We left the dock at about 8:20 and powered far into the Ten Thousand Islands. In the morning chill, we tried our luck at our first spot and had no luck. We moved to a trout hole. Ka-boom. The first catch was Younes’ and funnily, he almost missed it. He cast his line and left it sitting propped in the boat and he wandered around taking video and pictures. I noticed something pulling his line. “YOUNES GET BACK HERE RIGHT NOW AND GET YOUR FISH,” I screamed. He ran back and pulled in a big, beautiful trout. Next, Matt, started catching trout after trout. It seemed he would cast his line and immediately come up with something. Younes got a few more trout too. Mom and I were having zero luck. She kept getting catfish (freshwater catfish is what’s good to eat; saltwater catfish is not) and I kept getting bites that would steal my bait and get away before I could reel them in (and at one point I think a bull shark got my fish, I brought my line in and it was cut clear through by some very sharp teeth.) We consoled ourselves that we were still earning our dinner more than my dad and brother, who were at home. They both maintain that there is no reason to catch fish when you could go to the store and buy them. Then Mom finally got three trout. Would I be the only one to get nothing? Finally, another pull on my line. I reeled as fast as I could with my damaged left arm (thx cancer surgeries!) and worried aloud “Will this get away too?” “Don’t think about that, just bring it in!” Mom said. And I did. A perfectly good trout, finally. And just in time – we were at our bag limit of 16 per 4 people.

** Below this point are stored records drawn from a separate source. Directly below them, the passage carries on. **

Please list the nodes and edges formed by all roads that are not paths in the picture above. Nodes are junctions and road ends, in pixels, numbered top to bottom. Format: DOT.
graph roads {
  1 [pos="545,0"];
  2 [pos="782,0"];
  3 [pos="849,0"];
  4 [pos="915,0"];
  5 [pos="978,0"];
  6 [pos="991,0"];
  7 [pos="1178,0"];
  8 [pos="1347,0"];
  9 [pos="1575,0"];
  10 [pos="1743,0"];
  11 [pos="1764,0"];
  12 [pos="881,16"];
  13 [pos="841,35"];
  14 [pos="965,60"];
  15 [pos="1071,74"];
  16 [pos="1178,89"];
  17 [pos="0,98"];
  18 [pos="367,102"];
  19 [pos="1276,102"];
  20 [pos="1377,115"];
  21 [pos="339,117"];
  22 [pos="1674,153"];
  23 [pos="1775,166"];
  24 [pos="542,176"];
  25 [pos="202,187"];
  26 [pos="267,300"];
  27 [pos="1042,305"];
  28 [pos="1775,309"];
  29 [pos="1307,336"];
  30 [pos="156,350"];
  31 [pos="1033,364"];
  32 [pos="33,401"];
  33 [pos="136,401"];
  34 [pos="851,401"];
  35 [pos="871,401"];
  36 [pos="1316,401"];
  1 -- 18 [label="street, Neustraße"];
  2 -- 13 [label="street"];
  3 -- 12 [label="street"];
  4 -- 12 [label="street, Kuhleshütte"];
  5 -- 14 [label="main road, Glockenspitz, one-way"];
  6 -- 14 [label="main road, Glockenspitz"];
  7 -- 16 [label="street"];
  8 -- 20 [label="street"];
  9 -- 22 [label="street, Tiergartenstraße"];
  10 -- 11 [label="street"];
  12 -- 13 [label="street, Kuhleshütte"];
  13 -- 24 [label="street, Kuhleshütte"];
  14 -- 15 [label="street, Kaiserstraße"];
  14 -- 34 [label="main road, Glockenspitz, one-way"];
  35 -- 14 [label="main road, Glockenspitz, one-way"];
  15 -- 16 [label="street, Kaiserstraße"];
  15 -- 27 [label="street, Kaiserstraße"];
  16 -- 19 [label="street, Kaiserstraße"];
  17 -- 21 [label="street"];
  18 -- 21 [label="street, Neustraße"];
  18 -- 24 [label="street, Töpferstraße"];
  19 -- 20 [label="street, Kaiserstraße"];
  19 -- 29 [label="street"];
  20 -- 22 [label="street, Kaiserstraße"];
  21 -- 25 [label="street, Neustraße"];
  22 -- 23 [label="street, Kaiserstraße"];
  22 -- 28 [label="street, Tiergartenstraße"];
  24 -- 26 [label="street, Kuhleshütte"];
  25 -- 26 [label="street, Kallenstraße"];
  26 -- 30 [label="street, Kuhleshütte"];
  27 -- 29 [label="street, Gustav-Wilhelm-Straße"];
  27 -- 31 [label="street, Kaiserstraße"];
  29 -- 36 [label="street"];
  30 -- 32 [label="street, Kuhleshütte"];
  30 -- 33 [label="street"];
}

With all us us having at least one catch, we unpacked lunch and ate. I’m not sure the sandwiches I made were up to Lucy Brinkman standards, but everyone seemed to like them. We moved to a fishing hole where we could get some different fish – redfish, maybe even snapper. I got a bite immediately and thought my luck might be changing, but alas, it was a danged catfish. We caught nothing but catfish so we moved on – and only got more catfish, with the exception on the tiny snapper and blue crab Younes got (both of which we threw back.) By 2:30, I was sweaty, tired and over it. Thankfully it was time to head back. I finally cracked one of the cold beers we had packed and it tasted SO GOOD. H.B. declined the beer we packed for him (our routine with C.O. was he would only partake in half a beer on the way back to the dock and C.B.declined no beers, ever). We were back by 3, and H.B. filleted 13/16 of our trouts, leaving Younes 3 whole trouts to cook that night.
We returned sun soaked and happy. I snarked to my brother, “Your child just caught your dinner, what did you do today?” He shot back: “Worked from home to pay for the roof over his head.” CHECKMATE DUDE. Younes roasted the whole trout and we had a very excellent dinner indeed, to cap off a very excellent day.